Evidence published in the British Journal of General Practice (BJGP) found that systematic denigration of the specialties in medical schools is ‘risking patient safety and stripping patients of their dignity’.
General practice and psychiatry are the two most ‘bad-mouthed’ in medical schools, the research showed, which is having a tangible impact on medical students’ choice of specialty.
Professors Baker and Wessely said a hierarchy had been created in medical schools that put physical over mental health, hospital care over community care and specialism over generalism.
They added: ‘This [hierarchy] must be replaced by respect and understanding throughout medicine that all specialties are important, that all specialties have their own set of skills and values and the NHS will only function properly when we have sufficient numbers of doctors practising all specialties.’
Professor Baker said: ‘I first studied attitudes towards general practice in medical schools almost 20 years ago and it’s really depressing how little things have changed. It’s so frustrating when we know that the things people are saying about general practice are simply untrue.
Medical school banter
‘It's also very concerning, when we think GPs and our teams conduct 90% of all NHS patient contacts, that this "banter" is yet another barrier we are up against when trying to recruit enough GPs to ensure a safe and robust service for the future of patient care.

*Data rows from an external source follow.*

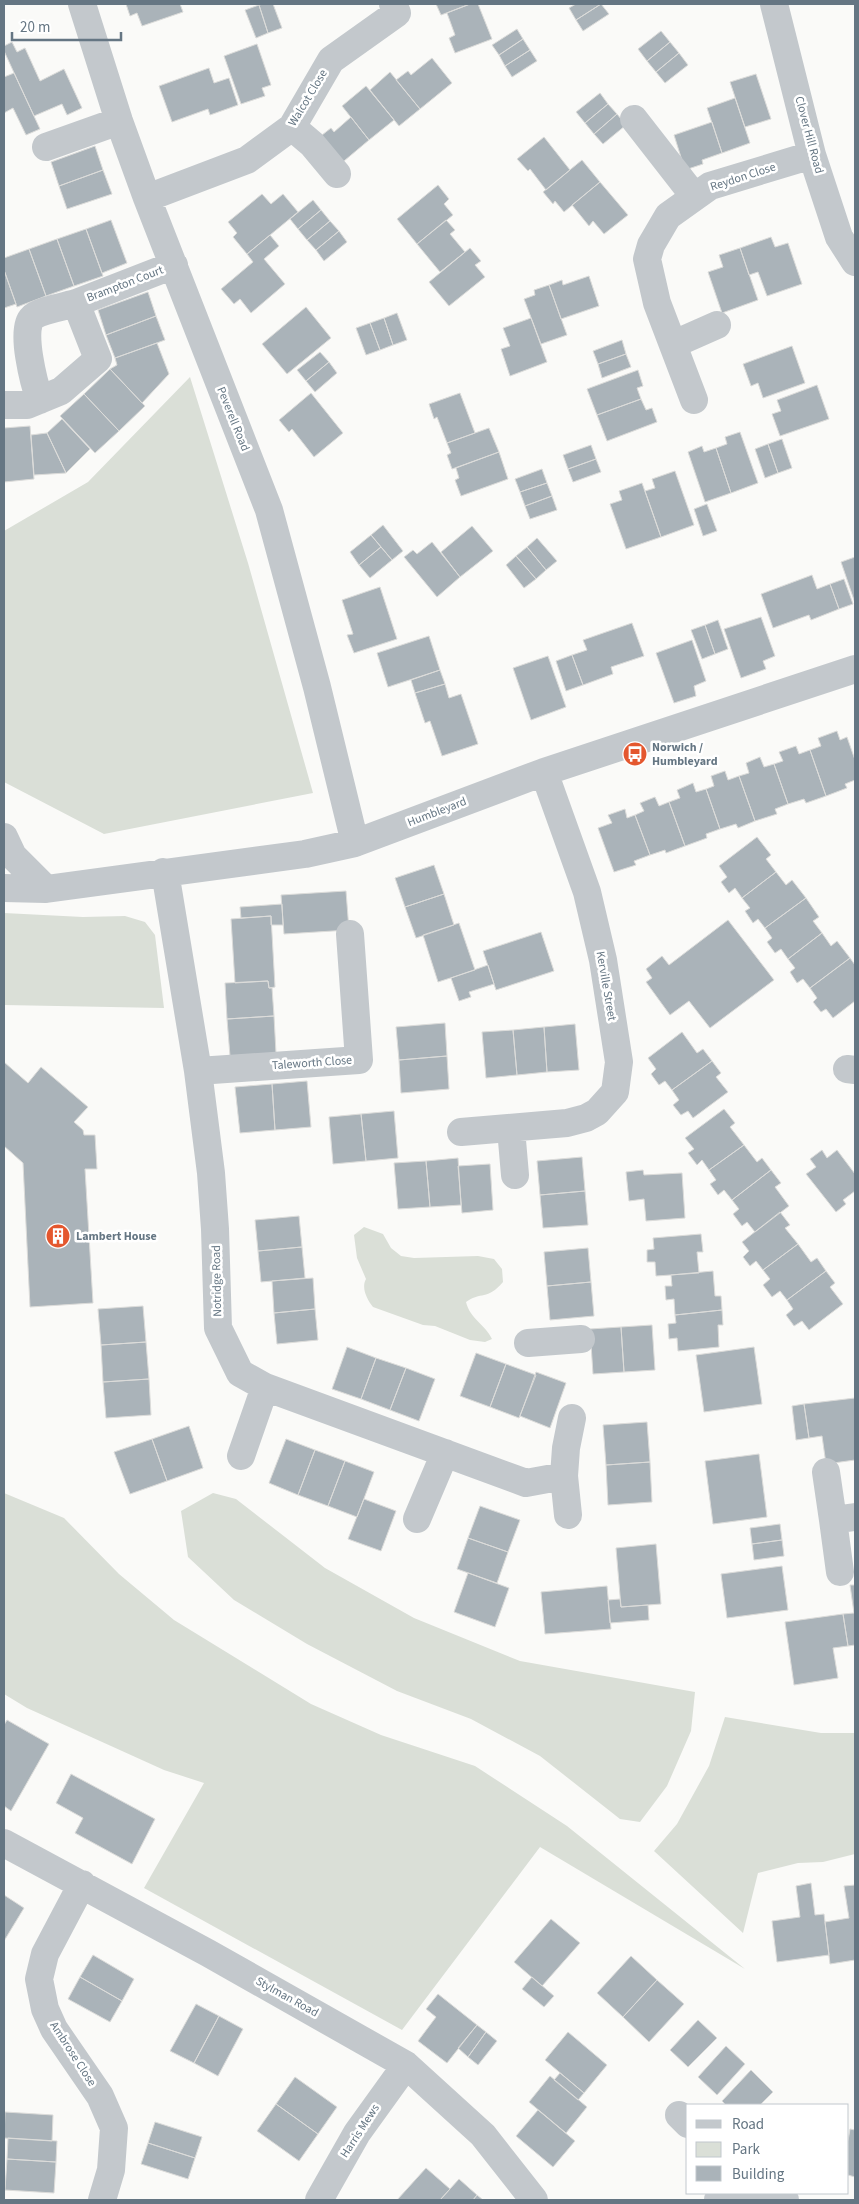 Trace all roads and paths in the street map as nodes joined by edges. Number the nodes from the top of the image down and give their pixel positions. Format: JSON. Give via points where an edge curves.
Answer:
{"nodes":[{"id":1,"x":82,"y":4,"type":"edge"},
{"id":2,"x":393,"y":4,"type":"edge"},
{"id":3,"x":774,"y":4,"type":"edge"},
{"id":4,"x":634,"y":119,"type":"dead end"},
{"id":5,"x":119,"y":120,"type":"junction"},
{"id":6,"x":292,"y":127,"type":"junction"},
{"id":7,"x":46,"y":147,"type":"dead end"},
{"id":8,"x":812,"y":155,"type":"junction"},
{"id":9,"x":337,"y":174,"type":"dead end"},
{"id":10,"x":694,"y":196,"type":"junction"},
{"id":11,"x":147,"y":198,"type":"junction"},
{"id":12,"x":855,"y":262,"type":"edge"},
{"id":13,"x":174,"y":265,"type":"junction"},
{"id":14,"x":76,"y":304,"type":"junction"},
{"id":15,"x":717,"y":325,"type":"dead end"},
{"id":16,"x":674,"y":344,"type":"junction"},
{"id":17,"x":40,"y":400,"type":"junction"},
{"id":18,"x":694,"y":400,"type":"dead end"},
{"id":19,"x":4,"y":405,"type":"edge"},
{"id":20,"x":855,"y":669,"type":"edge"},
{"id":21,"x":544,"y":772,"type":"junction"},
{"id":22,"x":4,"y":837,"type":"edge"},
{"id":23,"x":355,"y":843,"type":"junction"},
{"id":24,"x":163,"y":872,"type":"junction"},
{"id":25,"x":4,"y":888,"type":"edge"},
{"id":26,"x":46,"y":889,"type":"junction"},
{"id":27,"x":350,"y":934,"type":"dead end"},
{"id":28,"x":198,"y":1071,"type":"junction"},
{"id":29,"x":511,"y":1128,"type":"junction"},
{"id":30,"x":461,"y":1132,"type":"dead end"},
{"id":31,"x":514,"y":1175,"type":"dead end"},
{"id":32,"x":581,"y":1339,"type":"dead end"},
{"id":33,"x":528,"y":1343,"type":"dead end"},
{"id":34,"x":265,"y":1388,"type":"junction"},
{"id":35,"x":572,"y":1418,"type":"dead end"},
{"id":36,"x":445,"y":1453,"type":"junction"},
{"id":37,"x":241,"y":1456,"type":"dead end"},
{"id":38,"x":826,"y":1472,"type":"dead end"},
{"id":39,"x":564,"y":1476,"type":"junction"},
{"id":40,"x":568,"y":1515,"type":"dead end"},
{"id":41,"x":417,"y":1519,"type":"dead end"},
{"id":42,"x":844,"y":1519,"type":"edge"},
{"id":43,"x":840,"y":1572,"type":"dead end"},
{"id":44,"x":4,"y":1843,"type":"edge"},
{"id":45,"x":82,"y":1884,"type":"junction"},
{"id":46,"x":406,"y":2065,"type":"junction"},
{"id":47,"x":751,"y":2194,"type":"edge"},
{"id":48,"x":102,"y":2200,"type":"edge"},
{"id":49,"x":319,"y":2200,"type":"edge"},
{"id":50,"x":534,"y":2200,"type":"edge"},
{"id":51,"x":784,"y":2200,"type":"edge"}],
"edges":[{"from":1,"to":5,"type":"street","name":"Peverell Road"},
{"from":2,"to":6,"type":"street","name":"Walcot Close","via":[[397,13],[331,60]]},
{"from":3,"to":8,"type":"street","name":"Clover Hill Road"},
{"from":4,"to":10,"type":"street"},
{"from":5,"to":7,"type":"street"},
{"from":5,"to":11,"type":"street","name":"Peverell Road"},
{"from":6,"to":9,"type":"street","via":[[312,144]]},
{"from":6,"to":11,"type":"street","name":"Walcot Close","via":[[247,160]]},
{"from":8,"to":10,"type":"street","name":"Reydon Close","via":[[710,186]]},
{"from":8,"to":12,"type":"street","name":"Clover Hill Road","via":[[839,237]]},
{"from":10,"to":16,"type":"street","name":"Reydon Close","via":[[668,216],[651,244],[647,259],[657,303]]},
{"from":11,"to":13,"type":"street","name":"Peverell Road"},
{"from":13,"to":14,"type":"street","name":"Brampton Court"},
{"from":13,"to":23,"type":"street","name":"Peverell Road","via":[[269,510]]},
{"from":14,"to":17,"type":"street","name":"Brampton Court","via":[[98,359],[61,391]]},
{"from":14,"to":17,"type":"street","name":"Brampton Court","via":[[33,316],[28,324],[32,380]]},
{"from":15,"to":16,"type":"street"},
{"from":16,"to":18,"type":"street","name":"Reydon Close"},
{"from":17,"to":19,"type":"street","name":"Brampton Court"},
{"from":20,"to":21,"type":"street","name":"Humbleyard"},
{"from":21,"to":23,"type":"street","name":"Humbleyard"},
{"from":21,"to":29,"type":"street","name":"Kerville Street","via":[[587,892],[603,960],[619,1062],[615,1092],[597,1112],[567,1123]]},
{"from":22,"to":26,"type":"street","via":[[13,856]]},
{"from":23,"to":24,"type":"street","name":"Humbleyard","via":[[305,854]]},
{"from":24,"to":26,"type":"street","name":"Humbleyard"},
{"from":24,"to":28,"type":"street","name":"Notridge Road"},
{"from":25,"to":26,"type":"street","name":"Humbleyard"},
{"from":27,"to":28,"type":"street","name":"Taleworth Close","via":[[359,1060]]},
{"from":28,"to":34,"type":"street","name":"Notridge Road","via":[[212,1182],[218,1328],[240,1373]]},
{"from":29,"to":30,"type":"street","name":"Kerville Street"},
{"from":29,"to":31,"type":"street"},
{"from":32,"to":33,"type":"street"},
{"from":34,"to":36,"type":"street","name":"Notridge Road"},
{"from":34,"to":37,"type":"street"},
{"from":35,"to":39,"type":"street"},
{"from":36,"to":39,"type":"street","name":"Notridge Road","via":[[526,1482]]},
{"from":36,"to":41,"type":"street"},
{"from":38,"to":42,"type":"street"},
{"from":39,"to":40,"type":"street"},
{"from":42,"to":43,"type":"street"},
{"from":44,"to":45,"type":"street","name":"Stylman Road"},
{"from":45,"to":46,"type":"street","name":"Stylman Road"},
{"from":45,"to":48,"type":"street","name":"Ambrose Close","via":[[45,1954],[39,1979],[45,2009],[54,2029],[100,2096],[114,2128],[110,2170]]},
{"from":46,"to":49,"type":"street","name":"Harris Mews","via":[[357,2133]]},
{"from":46,"to":50,"type":"street","name":"Stylman Road","via":[[483,2135]]},
{"from":47,"to":51,"type":"street"}]}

‘It has to stop. The college is doing what we can to challenge misplaced and archaic stereotypes, and our Think GP campaign, aims to show what a fantastic career choice general practice can be - but it's clear that more needs to be done from within medical schools, and medicine as a whole.’
Professor Wessely said: ‘We're not – and shouldn’t be - calling for any form of censorship or an outright ban on banter. That wouldn't work; there is nothing worse than creating a learning environment where people are afraid to speak their mind.
‘But the sinister form this so-called banter takes needs to stop – it's about fostering respect, between healthcare professionals for the specific roles we each bring to medicine, but also for our patients, whatever condition they present with.’